WORK INSTRUCTION. Take each line from the entries that holds "Langkir" and copy it out.

EXTRACTED INFORMATION.
- - -
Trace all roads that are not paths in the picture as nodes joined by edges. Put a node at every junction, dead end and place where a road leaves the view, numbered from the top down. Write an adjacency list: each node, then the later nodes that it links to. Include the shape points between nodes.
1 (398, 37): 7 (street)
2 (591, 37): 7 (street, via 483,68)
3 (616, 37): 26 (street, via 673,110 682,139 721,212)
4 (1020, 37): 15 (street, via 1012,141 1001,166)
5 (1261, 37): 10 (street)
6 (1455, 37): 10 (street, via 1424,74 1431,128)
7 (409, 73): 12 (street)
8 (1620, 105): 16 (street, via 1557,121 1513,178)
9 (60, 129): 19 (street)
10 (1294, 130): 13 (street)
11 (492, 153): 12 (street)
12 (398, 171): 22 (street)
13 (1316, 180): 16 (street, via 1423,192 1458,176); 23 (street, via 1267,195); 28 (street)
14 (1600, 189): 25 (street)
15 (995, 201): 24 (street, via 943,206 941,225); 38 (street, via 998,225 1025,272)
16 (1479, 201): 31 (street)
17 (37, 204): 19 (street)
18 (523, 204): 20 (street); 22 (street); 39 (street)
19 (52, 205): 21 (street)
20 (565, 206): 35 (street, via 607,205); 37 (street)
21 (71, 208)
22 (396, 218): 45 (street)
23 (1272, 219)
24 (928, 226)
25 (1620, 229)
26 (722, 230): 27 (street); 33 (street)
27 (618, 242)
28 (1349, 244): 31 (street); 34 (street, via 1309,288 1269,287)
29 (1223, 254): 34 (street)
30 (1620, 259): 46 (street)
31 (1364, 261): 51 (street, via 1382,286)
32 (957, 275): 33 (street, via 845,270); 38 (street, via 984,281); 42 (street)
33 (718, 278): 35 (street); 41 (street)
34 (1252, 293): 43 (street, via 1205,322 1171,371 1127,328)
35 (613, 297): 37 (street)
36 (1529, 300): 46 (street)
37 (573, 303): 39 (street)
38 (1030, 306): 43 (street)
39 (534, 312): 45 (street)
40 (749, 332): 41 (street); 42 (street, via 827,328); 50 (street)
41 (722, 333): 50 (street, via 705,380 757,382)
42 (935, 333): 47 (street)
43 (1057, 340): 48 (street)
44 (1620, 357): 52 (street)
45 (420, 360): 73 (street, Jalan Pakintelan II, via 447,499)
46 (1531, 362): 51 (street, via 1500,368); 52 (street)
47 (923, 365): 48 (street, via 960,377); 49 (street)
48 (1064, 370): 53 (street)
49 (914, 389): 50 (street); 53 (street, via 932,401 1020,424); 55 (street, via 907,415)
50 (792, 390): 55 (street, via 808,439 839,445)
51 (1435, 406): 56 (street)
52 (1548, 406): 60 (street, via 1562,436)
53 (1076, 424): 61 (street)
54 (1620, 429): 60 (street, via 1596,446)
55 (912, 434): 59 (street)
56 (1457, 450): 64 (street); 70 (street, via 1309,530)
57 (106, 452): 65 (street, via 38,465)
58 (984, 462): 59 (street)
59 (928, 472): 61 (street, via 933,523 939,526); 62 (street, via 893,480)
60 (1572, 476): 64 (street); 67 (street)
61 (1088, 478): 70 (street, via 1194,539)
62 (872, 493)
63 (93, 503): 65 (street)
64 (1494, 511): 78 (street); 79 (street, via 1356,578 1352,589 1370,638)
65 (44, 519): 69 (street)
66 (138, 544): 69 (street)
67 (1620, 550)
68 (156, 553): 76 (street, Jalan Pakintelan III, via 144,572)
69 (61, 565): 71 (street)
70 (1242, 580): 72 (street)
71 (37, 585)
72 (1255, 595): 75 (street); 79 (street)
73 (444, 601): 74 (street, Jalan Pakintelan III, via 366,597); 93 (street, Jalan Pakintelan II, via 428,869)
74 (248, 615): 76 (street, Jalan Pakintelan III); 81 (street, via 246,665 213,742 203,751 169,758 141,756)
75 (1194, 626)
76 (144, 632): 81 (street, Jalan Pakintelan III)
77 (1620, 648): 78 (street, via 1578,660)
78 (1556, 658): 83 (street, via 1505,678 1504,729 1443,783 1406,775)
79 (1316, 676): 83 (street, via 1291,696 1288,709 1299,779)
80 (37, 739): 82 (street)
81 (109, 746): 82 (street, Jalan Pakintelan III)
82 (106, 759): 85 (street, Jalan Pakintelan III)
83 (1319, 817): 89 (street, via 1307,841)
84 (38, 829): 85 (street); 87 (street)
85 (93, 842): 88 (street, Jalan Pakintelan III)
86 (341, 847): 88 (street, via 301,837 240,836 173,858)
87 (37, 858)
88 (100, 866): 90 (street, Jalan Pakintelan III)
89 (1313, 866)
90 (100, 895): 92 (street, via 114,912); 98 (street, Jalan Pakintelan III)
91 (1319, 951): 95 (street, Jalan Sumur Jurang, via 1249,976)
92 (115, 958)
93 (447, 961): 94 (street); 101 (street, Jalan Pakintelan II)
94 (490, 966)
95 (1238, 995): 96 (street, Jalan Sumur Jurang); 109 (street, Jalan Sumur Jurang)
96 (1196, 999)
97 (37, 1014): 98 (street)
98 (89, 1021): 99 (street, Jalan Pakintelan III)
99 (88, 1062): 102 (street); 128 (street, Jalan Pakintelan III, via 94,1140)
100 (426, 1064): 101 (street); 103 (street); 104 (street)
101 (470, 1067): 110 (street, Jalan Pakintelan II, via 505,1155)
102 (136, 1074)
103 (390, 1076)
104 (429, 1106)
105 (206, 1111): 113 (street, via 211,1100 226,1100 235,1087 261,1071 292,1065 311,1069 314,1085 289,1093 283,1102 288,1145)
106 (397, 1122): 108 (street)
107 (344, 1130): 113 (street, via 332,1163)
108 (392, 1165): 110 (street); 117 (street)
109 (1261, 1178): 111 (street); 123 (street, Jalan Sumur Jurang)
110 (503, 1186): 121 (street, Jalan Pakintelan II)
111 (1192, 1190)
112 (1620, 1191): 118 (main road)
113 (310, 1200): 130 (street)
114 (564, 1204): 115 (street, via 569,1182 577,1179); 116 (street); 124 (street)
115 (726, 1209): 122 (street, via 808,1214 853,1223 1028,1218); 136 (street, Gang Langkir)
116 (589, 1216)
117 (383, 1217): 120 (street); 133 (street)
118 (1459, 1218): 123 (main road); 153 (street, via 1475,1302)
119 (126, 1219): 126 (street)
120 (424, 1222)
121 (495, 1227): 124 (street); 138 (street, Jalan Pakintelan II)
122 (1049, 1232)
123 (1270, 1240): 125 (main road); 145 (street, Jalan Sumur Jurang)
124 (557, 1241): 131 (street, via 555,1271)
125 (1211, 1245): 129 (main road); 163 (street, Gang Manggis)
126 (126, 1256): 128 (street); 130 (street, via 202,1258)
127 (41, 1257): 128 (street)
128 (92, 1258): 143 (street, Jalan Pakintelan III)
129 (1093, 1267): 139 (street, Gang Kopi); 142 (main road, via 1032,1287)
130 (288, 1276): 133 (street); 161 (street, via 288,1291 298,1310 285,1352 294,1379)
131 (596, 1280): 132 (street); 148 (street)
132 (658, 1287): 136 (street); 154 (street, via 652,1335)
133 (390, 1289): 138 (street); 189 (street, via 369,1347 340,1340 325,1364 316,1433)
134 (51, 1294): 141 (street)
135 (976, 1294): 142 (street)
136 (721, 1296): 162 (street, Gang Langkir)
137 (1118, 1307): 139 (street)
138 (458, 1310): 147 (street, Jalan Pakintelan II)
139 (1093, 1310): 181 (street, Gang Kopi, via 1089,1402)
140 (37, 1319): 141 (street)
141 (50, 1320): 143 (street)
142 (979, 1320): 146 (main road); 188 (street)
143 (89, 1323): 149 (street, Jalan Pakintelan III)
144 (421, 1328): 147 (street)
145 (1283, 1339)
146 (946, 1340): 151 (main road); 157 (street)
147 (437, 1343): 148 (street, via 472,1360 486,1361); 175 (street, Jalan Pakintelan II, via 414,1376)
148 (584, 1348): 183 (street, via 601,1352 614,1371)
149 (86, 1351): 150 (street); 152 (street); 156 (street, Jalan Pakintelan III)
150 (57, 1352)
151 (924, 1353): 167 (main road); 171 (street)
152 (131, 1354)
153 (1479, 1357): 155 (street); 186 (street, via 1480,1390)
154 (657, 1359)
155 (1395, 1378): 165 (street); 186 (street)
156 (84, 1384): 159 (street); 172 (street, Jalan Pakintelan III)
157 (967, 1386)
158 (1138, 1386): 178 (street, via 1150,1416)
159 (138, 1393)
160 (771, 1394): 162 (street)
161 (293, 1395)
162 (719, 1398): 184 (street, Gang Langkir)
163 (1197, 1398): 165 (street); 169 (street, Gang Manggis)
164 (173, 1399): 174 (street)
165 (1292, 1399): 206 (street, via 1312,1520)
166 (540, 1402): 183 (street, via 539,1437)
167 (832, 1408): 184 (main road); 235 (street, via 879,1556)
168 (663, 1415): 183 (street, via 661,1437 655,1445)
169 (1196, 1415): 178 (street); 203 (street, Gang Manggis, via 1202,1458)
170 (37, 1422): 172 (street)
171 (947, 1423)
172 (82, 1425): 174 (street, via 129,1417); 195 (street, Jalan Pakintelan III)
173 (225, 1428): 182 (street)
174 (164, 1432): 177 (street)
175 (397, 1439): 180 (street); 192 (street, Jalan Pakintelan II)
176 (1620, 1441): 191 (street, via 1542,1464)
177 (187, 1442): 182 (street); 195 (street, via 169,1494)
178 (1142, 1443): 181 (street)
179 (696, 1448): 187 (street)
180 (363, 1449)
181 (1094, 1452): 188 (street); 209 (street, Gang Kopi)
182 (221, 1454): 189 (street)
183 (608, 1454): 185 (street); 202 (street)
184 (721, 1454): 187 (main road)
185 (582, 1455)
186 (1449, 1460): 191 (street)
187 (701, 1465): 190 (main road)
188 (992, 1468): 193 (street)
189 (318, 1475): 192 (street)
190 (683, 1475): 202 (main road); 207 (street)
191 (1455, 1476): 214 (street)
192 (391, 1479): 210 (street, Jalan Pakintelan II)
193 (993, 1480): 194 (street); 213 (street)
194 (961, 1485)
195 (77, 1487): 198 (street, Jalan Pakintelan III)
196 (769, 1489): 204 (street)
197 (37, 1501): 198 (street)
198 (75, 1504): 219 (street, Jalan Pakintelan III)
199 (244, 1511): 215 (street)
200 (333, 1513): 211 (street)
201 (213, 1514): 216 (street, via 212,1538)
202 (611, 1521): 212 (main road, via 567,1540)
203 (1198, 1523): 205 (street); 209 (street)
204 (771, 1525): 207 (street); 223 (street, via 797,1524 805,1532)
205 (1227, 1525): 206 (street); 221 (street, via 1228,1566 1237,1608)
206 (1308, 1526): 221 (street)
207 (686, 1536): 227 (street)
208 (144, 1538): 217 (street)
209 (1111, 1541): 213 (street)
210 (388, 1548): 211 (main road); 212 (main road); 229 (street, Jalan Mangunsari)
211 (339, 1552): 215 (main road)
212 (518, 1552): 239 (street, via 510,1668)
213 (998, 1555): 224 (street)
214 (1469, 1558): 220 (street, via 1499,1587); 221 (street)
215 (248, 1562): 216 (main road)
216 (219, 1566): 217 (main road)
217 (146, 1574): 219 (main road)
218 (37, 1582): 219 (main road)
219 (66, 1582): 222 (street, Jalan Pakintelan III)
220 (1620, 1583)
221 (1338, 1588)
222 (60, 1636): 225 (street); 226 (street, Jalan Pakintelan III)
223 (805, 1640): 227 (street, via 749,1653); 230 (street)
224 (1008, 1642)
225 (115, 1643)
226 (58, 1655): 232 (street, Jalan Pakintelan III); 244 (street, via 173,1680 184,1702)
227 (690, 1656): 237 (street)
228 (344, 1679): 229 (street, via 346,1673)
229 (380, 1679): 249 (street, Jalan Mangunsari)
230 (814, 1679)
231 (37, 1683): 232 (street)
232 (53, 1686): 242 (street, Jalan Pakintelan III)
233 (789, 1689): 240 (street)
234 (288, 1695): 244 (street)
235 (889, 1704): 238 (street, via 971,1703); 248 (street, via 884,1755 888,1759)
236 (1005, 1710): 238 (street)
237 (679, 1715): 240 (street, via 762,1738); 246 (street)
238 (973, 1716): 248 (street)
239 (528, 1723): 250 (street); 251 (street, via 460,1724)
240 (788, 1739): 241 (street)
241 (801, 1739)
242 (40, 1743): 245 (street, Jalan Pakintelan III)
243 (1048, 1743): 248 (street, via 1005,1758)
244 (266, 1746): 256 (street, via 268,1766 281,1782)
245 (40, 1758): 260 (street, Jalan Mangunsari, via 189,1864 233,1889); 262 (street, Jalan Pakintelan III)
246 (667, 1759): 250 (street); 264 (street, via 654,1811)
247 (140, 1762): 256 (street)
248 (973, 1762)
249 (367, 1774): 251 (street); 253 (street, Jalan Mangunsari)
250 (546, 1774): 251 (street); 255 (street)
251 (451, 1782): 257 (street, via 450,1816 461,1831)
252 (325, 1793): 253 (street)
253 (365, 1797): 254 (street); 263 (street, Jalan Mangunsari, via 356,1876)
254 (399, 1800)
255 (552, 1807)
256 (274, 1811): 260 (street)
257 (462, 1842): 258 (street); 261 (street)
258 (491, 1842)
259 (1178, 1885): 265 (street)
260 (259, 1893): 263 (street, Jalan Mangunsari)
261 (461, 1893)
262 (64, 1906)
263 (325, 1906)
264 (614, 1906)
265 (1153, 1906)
- - -
RESPONSE TO THIS TASK.
115 (726, 1209): 122 (street, via 808,1214 853,1223 1028,1218); 136 (street, Gang Langkir)
136 (721, 1296): 162 (street, Gang Langkir)
162 (719, 1398): 184 (street, Gang Langkir)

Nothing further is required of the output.